DATA TO USE:
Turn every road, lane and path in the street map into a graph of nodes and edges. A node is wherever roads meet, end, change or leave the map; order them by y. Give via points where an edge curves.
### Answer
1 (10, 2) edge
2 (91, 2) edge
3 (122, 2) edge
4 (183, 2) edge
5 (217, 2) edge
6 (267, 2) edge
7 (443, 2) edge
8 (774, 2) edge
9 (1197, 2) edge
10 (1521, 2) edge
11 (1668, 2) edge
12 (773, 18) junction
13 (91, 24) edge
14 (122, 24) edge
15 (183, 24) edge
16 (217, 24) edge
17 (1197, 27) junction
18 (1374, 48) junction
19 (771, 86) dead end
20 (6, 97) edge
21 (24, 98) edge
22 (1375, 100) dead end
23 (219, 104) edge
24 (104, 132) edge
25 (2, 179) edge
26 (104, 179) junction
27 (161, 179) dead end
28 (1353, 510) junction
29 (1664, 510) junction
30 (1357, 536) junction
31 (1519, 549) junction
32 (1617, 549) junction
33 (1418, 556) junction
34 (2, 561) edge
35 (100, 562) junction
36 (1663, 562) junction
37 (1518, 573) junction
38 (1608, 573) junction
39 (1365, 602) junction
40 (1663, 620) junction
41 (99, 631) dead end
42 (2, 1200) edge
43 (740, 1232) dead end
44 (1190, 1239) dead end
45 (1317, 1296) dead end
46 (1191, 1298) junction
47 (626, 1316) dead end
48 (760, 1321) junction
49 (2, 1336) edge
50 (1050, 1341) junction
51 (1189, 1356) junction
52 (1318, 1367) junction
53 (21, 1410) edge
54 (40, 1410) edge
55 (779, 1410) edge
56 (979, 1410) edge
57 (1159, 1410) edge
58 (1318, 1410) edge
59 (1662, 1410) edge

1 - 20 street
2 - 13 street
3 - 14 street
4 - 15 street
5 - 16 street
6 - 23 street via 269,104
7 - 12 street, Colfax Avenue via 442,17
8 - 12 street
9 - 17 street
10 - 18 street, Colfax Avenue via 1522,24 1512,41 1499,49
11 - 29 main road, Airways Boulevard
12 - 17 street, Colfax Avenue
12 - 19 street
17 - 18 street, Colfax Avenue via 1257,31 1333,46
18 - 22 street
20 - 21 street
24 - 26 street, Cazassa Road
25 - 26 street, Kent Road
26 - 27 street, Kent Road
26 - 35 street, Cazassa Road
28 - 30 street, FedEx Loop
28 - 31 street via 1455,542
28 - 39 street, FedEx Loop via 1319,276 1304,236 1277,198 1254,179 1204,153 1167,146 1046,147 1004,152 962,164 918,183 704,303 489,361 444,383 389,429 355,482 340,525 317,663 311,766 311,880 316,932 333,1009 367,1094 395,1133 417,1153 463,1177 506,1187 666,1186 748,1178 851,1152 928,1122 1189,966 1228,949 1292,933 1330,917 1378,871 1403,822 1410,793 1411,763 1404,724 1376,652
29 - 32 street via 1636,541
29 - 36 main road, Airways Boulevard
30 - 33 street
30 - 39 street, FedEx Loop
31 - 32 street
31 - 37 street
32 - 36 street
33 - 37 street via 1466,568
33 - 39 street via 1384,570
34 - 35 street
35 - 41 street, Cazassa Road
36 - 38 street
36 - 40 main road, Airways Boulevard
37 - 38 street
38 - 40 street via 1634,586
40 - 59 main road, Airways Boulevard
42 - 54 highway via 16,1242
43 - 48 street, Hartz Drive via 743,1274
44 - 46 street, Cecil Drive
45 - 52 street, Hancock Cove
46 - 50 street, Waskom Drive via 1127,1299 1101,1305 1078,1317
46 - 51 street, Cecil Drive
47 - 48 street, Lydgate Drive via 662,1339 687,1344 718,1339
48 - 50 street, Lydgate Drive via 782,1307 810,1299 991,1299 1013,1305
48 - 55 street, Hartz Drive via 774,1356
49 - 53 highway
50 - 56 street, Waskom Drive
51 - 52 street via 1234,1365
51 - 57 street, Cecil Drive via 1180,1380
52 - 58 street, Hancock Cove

WHAT NEEDS TO BE DONE:
Your task is to list each line of the records with the word "Boulevard".

PROBLEM SOLUTION:
11 - 29 main road, Airways Boulevard
29 - 36 main road, Airways Boulevard
36 - 40 main road, Airways Boulevard
40 - 59 main road, Airways Boulevard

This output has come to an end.